Welcome to Taipei! Upbeat, profoundly liveable and superbly located, Taiwan's capital is a thrill to explore on foot. If you arrive early, be sure to get out and about. Your adventure begins with a welcome meeting at 6 pm in the hotel lobby where you’ll meet your tour leader and fellow travellers. Afterwards, it’s off to the Ningxia Night Market for dinner. Here you can eat like a local, sampling world-class street food – perhaps some fried yam, an oyster omelette or Hakka-style mochi balls. Bitter tea (not for the faint hearted) and papaya milk are also known to be available here. Whatever's on the menu, the market is great way to kick off your food adventure, allowing you to sample a multitude of dishes. This excursion is also a chance to experience the city's impeccable metro system, which could give Tokyo a run for its money in efficiency and cleanliness.
Travel by high-speed rail to Tainan. It’s a 2-hour journey to the island’s oldest city, widely regarded as the food capital of the South. Begin your day with a tasting walk along the ancient and famed Anping Old Street. This narrow and winding adventure will lead you to food vendors serving up a variety of street-side delicacies, from fresh fruit and Taiwanese meatballs to the ubiquitous sweet or savory ‘coffin bread’ (fried toast). From there, get a dose of history and culture at Anping Fort. Built in 1624 by the Dutch, the edifice – which was originally called Fort Zeelandia – served as a Dutch trading hub. After the Dutch were ousted in 1661, the sprawling grounds were renamed Anping Fort. Afterwards, discover the unusual Anping Tree House, once an old storage warehouse, the structure has since been taken over by a far-reaching Banyan tree, whose branches and roots now completely engulfed it – the result is a strange marriage of history, architecture and power of nature. Dinner tonight is a truly special experience – a menu-less meal served at a 100-year-old house built during the Qing dynasty. The current owner is an antique-lover who has filled the home with fascinating pieces that surround you as you enjoy whatever Taiwanese delicacies are on offer that night, which could include braised pork belly, homemade sausages, steamed milkfish and all manner of seasonal vegetables, not to mention a host of fried snacks accompanied by endless pots of tea.
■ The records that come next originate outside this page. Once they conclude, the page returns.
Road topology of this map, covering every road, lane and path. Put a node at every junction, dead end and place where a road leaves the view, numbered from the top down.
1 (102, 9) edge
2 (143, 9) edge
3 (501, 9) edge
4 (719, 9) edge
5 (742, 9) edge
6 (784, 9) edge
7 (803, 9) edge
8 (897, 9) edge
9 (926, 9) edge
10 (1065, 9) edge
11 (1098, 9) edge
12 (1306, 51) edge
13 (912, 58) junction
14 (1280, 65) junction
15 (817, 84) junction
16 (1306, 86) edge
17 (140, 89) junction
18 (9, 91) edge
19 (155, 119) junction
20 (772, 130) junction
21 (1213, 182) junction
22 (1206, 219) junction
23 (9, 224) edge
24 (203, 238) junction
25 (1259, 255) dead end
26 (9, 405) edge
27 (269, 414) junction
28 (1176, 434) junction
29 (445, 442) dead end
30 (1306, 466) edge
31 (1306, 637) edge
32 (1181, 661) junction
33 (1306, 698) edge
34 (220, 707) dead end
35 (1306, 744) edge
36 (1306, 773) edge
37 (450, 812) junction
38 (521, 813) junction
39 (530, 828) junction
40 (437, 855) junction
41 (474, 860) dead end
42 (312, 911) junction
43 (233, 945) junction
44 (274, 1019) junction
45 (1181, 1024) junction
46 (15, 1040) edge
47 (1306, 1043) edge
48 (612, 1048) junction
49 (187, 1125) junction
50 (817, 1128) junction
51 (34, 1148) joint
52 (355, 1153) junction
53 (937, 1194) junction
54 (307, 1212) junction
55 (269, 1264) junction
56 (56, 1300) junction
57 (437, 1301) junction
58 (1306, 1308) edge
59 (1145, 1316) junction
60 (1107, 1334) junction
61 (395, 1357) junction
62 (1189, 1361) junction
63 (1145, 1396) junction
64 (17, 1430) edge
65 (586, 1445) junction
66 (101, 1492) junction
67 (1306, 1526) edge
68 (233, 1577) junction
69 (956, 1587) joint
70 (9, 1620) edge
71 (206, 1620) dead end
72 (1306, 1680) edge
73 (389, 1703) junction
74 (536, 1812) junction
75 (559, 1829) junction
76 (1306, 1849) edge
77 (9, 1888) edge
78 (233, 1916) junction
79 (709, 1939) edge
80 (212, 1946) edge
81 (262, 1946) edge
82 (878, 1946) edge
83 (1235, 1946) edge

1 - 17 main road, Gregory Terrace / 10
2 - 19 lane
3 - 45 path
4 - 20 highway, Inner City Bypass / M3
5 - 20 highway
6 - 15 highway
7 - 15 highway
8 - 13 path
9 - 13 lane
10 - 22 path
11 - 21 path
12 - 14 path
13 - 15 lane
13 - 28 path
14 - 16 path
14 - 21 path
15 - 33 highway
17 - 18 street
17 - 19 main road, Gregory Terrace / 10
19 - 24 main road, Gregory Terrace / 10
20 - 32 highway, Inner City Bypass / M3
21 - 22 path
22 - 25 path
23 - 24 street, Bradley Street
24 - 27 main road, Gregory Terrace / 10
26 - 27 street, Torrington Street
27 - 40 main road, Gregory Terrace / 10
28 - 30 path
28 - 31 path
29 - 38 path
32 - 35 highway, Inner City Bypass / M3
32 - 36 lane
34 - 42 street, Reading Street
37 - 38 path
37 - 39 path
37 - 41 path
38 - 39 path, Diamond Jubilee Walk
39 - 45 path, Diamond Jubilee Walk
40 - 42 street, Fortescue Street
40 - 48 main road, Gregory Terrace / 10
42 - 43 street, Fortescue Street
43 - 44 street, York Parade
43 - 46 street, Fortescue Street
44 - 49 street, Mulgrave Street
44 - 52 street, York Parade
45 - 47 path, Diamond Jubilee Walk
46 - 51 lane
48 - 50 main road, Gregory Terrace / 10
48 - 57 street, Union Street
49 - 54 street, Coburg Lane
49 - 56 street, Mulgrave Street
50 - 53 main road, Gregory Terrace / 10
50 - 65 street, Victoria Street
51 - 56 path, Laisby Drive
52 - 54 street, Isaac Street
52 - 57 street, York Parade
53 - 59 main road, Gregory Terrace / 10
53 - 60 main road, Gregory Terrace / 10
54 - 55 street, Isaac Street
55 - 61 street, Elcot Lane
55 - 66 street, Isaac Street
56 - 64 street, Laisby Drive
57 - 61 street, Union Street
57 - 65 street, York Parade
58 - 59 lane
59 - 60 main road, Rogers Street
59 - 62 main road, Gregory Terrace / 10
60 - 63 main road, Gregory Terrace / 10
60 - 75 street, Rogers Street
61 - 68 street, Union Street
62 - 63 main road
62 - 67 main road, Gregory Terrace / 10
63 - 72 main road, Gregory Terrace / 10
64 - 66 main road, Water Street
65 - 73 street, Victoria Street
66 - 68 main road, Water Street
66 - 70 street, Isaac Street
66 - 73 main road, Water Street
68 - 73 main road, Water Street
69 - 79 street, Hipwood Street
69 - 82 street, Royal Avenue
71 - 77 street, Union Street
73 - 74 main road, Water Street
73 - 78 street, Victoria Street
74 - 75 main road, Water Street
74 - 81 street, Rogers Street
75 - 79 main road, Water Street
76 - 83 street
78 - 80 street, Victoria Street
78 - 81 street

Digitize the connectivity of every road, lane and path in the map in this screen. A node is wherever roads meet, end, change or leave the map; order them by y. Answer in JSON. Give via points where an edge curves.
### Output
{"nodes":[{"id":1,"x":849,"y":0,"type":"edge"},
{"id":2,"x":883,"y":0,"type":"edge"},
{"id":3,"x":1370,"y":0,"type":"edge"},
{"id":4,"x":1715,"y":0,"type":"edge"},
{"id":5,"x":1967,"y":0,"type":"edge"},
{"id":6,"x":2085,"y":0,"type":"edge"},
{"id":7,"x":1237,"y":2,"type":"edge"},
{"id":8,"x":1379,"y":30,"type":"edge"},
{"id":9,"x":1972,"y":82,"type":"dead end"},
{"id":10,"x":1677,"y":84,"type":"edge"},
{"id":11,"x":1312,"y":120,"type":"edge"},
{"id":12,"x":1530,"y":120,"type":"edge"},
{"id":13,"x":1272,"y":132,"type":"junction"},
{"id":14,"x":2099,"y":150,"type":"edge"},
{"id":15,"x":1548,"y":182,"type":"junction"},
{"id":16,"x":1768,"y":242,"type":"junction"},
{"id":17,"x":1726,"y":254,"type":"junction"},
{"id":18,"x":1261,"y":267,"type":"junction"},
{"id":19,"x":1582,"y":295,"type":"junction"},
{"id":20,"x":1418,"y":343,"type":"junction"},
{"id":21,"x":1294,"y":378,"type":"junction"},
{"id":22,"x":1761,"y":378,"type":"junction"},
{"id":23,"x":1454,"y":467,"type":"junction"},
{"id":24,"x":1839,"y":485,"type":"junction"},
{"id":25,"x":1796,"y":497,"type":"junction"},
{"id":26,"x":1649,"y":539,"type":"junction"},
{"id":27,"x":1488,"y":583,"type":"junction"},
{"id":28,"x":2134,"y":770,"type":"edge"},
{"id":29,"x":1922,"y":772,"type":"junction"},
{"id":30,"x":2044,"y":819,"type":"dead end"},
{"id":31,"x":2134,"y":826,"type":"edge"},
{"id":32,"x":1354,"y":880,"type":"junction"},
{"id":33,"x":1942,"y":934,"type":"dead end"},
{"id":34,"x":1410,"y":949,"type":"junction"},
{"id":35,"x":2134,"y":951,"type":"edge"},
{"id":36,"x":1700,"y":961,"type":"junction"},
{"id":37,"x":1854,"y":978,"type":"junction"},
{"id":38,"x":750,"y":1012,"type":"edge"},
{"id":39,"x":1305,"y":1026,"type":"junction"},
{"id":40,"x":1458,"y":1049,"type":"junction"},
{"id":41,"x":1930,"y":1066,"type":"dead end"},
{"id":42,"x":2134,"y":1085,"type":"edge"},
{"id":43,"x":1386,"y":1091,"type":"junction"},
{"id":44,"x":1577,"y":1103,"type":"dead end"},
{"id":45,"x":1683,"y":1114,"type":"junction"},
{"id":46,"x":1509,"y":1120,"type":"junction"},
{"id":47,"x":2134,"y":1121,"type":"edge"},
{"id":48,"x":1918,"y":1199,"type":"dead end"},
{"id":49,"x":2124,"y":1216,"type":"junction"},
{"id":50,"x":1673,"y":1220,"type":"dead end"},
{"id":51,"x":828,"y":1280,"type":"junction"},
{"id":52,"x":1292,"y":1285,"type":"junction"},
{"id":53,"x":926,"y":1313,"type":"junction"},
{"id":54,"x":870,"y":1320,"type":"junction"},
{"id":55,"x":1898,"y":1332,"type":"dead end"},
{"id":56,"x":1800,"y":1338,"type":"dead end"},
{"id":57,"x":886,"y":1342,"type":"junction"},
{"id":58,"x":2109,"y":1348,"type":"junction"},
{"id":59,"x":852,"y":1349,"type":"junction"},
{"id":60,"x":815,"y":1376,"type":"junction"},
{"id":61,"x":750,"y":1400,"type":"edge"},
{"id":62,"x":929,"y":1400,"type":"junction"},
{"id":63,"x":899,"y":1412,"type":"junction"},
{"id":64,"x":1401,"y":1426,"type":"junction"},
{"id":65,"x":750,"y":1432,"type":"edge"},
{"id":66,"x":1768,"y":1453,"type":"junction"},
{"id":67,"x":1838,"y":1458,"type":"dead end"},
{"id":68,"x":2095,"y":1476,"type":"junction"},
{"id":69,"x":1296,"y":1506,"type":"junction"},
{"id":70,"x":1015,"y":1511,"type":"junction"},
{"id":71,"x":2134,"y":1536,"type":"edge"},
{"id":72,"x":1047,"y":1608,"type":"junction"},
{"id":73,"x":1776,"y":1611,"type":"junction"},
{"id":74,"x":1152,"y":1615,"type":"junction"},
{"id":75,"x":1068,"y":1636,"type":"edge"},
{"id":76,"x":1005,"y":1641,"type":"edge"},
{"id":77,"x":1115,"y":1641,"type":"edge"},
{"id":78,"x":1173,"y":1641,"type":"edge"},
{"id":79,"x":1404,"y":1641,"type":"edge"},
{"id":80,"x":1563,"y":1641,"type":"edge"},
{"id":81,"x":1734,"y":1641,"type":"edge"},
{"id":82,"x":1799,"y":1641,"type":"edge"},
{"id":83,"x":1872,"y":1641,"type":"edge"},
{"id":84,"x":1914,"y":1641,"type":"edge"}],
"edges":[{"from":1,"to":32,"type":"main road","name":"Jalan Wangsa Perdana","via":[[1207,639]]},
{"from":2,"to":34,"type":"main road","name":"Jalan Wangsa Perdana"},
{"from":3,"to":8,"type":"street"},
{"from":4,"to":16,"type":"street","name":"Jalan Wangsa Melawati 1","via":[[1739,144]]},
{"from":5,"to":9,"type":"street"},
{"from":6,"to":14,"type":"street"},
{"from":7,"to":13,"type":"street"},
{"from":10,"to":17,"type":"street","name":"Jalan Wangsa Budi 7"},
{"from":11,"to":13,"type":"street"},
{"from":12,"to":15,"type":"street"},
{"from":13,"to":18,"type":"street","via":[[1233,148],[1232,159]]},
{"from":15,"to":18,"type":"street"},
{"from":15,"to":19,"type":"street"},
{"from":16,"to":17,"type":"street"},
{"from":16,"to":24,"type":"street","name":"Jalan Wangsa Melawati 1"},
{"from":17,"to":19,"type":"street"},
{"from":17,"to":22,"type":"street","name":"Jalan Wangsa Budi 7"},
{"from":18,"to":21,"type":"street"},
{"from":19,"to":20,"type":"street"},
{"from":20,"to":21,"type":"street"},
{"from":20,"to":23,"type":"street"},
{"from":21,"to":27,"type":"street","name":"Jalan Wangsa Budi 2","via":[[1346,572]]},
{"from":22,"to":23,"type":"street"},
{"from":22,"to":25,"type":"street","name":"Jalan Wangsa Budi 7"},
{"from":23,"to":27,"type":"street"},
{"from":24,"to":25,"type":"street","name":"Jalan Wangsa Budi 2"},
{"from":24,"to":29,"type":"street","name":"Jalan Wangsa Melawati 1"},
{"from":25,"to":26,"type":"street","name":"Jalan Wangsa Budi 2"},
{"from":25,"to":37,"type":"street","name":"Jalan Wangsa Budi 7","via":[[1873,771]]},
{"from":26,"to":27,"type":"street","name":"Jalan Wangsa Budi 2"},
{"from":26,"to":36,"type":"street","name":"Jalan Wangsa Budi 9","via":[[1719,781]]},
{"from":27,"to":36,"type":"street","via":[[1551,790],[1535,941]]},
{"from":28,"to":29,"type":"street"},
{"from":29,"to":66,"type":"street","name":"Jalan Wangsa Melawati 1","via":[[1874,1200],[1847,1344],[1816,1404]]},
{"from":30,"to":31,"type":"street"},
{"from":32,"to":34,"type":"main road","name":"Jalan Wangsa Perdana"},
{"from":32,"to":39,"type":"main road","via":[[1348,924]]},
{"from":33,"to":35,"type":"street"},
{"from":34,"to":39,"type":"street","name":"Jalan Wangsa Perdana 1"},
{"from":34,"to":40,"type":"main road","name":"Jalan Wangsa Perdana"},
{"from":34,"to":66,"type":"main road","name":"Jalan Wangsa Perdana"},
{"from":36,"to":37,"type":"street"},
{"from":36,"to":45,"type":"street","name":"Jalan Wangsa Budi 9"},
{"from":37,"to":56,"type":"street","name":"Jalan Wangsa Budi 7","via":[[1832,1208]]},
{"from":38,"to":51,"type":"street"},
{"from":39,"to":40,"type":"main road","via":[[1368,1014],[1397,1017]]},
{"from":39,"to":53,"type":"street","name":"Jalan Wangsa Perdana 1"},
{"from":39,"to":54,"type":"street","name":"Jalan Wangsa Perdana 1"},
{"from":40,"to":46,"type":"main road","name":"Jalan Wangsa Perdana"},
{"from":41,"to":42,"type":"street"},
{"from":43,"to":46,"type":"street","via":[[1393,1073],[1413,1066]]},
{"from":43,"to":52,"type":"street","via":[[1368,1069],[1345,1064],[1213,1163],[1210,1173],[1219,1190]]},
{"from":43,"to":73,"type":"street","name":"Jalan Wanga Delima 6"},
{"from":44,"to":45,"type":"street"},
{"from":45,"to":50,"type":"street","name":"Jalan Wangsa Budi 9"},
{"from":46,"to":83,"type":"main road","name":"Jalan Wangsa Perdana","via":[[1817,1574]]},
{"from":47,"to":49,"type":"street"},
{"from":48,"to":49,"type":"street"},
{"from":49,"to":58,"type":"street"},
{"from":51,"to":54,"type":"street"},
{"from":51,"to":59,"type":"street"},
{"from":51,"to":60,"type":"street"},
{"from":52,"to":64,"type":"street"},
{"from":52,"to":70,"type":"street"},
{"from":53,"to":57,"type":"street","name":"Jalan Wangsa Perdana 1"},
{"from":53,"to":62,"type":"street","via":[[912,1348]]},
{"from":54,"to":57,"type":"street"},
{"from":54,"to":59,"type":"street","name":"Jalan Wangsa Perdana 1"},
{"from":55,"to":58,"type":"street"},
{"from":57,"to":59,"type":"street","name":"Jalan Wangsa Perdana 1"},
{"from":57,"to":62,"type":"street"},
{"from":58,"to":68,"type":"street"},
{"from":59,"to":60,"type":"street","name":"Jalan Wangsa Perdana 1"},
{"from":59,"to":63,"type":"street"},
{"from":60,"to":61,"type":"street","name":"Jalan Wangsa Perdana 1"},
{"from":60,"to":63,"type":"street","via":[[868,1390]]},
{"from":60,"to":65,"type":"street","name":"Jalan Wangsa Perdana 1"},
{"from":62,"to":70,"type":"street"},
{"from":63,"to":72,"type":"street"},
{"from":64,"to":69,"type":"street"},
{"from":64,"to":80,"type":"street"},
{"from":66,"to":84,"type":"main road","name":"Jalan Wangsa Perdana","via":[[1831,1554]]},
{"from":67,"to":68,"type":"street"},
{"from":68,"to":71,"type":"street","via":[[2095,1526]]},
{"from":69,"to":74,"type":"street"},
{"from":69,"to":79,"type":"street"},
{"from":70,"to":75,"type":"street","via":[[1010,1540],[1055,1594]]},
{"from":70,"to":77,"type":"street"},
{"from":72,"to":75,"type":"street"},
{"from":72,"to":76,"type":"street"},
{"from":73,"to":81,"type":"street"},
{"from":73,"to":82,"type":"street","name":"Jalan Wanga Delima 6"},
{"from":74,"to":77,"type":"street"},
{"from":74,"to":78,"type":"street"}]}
Your day begins with a visit to Chikan Lou, also known as Chikan Tower or Fort Provintia, one of the most important historic sites in Taiwan. Chinese-style towers sit atop a foundation initially built by Dutch colonials, creating a unique hybrid structure surrounded by elegant lawns and the koi ponds. After this peaceful and contemplative visit, change gears as you enter the Hayashi Department Store – a beloved multi-story shopping centre. Opened in 1932 during Japanese rule, it was bombed by the U.S. in World War II. Beautifully restored and reopened in 2013, it now features museum-style exhibitions on local farming and handicrafts, as well as cutting-edge fashion, tech, a traditional tea shop, food court and observation deck. Having accomplished some sightseeing, head out to Cigu Lagoon for an opportunity to stand on a bamboo raft and sample some of the fisherman’s freshly harvested grilled oysters’ lagoon-side, you might even get the chance to harvest some yourself! After lunch, hit the road and travel about 1.5 hours north to Taichung. Here, you'll pay a visit to the Confucian Temple complex to gain some insight into Confucian philosophy. In the evening, enjoy a delicious meal at a local Nantou fresh fish restaurant.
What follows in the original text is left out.